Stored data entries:
----

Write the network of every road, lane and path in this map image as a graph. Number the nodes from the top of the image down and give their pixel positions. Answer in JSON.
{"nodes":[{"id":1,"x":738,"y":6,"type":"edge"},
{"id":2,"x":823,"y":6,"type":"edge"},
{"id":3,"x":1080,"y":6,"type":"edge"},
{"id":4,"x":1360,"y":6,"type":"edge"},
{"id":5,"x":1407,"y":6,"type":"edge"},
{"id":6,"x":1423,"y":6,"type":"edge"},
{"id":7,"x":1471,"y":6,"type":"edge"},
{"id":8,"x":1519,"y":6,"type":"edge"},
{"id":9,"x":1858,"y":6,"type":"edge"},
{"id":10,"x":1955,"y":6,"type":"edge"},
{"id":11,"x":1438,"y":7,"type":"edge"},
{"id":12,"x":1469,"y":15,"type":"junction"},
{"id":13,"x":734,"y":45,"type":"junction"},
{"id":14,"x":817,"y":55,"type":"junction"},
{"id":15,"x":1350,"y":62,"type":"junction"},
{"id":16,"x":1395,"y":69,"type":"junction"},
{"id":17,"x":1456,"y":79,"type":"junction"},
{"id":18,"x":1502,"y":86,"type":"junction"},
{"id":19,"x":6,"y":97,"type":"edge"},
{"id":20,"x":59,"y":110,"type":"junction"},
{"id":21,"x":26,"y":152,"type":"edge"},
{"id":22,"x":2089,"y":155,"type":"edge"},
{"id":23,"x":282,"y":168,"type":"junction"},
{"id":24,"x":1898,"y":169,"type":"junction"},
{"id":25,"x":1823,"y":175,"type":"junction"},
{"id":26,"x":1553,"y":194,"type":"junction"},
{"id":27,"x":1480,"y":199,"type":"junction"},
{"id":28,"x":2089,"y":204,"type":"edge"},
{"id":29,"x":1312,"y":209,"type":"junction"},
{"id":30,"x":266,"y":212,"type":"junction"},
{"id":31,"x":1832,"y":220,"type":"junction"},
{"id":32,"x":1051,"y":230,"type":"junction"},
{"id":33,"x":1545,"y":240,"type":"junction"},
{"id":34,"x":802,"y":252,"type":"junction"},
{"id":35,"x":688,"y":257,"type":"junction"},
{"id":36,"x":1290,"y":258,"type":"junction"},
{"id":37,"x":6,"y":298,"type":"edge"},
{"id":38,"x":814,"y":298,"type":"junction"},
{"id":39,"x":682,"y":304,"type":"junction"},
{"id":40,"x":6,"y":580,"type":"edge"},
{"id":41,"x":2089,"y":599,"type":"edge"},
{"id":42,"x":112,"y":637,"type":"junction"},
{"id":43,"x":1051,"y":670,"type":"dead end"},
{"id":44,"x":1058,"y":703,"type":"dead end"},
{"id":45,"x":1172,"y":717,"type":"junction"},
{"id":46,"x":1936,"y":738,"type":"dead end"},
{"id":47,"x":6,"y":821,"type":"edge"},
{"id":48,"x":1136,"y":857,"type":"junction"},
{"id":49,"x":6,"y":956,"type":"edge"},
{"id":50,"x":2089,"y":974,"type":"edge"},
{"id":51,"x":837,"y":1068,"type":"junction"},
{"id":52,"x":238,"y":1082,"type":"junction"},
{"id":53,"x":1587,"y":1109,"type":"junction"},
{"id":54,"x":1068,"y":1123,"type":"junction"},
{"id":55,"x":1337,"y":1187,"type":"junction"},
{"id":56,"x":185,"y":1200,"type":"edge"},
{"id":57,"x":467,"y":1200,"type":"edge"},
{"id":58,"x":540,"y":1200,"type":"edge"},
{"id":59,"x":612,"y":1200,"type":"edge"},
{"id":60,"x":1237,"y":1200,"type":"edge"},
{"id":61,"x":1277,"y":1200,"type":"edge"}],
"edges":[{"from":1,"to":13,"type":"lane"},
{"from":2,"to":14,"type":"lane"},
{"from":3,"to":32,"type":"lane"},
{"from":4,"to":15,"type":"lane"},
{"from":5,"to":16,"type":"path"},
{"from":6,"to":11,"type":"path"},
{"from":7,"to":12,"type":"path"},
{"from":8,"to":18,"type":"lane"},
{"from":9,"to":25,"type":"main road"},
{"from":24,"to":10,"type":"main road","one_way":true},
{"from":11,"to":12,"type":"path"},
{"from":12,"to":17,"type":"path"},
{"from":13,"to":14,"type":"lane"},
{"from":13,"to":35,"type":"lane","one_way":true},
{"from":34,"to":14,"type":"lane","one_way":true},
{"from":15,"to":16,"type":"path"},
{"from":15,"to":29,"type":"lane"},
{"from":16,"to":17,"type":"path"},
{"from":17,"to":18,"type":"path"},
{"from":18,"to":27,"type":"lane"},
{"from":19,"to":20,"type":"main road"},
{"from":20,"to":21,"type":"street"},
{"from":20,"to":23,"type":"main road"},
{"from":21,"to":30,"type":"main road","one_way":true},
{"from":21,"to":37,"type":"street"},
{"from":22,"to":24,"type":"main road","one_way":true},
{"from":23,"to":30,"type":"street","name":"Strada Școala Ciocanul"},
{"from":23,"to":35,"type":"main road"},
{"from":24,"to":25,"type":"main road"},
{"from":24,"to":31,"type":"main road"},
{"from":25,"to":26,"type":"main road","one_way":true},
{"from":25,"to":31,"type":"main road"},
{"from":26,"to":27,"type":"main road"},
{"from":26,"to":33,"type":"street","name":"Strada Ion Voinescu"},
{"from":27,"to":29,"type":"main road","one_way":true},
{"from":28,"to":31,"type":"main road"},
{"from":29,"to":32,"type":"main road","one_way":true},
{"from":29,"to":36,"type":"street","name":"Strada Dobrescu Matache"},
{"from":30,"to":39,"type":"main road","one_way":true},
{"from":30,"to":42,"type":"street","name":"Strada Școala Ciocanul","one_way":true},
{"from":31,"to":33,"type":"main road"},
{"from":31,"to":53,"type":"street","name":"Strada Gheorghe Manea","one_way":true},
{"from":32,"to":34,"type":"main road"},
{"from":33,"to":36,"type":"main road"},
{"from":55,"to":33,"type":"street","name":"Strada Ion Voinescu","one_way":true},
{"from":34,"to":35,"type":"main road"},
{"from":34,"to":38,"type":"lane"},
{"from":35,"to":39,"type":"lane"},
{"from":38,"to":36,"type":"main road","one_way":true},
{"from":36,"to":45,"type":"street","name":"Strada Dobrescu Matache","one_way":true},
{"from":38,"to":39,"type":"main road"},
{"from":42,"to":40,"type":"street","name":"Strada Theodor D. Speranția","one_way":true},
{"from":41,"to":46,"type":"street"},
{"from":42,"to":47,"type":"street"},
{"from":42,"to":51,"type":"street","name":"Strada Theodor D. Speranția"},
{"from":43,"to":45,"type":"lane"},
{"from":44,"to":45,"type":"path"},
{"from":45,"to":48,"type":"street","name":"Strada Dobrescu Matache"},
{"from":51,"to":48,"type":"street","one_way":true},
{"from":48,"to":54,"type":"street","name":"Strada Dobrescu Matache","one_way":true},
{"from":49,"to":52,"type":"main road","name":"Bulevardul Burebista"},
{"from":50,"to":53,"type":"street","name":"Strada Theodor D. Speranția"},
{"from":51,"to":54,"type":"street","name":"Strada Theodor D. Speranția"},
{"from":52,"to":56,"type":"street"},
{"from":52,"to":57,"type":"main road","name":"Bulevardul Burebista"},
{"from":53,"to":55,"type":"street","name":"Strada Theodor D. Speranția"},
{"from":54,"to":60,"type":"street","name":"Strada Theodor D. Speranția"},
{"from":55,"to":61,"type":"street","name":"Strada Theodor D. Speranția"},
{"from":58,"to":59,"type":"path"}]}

----

Go through the records. Copy each line where "Școala" appears.

Exercise response
{"from":23,"to":30,"type":"street","name":"Strada Școala Ciocanul"},
{"from":30,"to":42,"type":"street","name":"Strada Școala Ciocanul","one_way":true},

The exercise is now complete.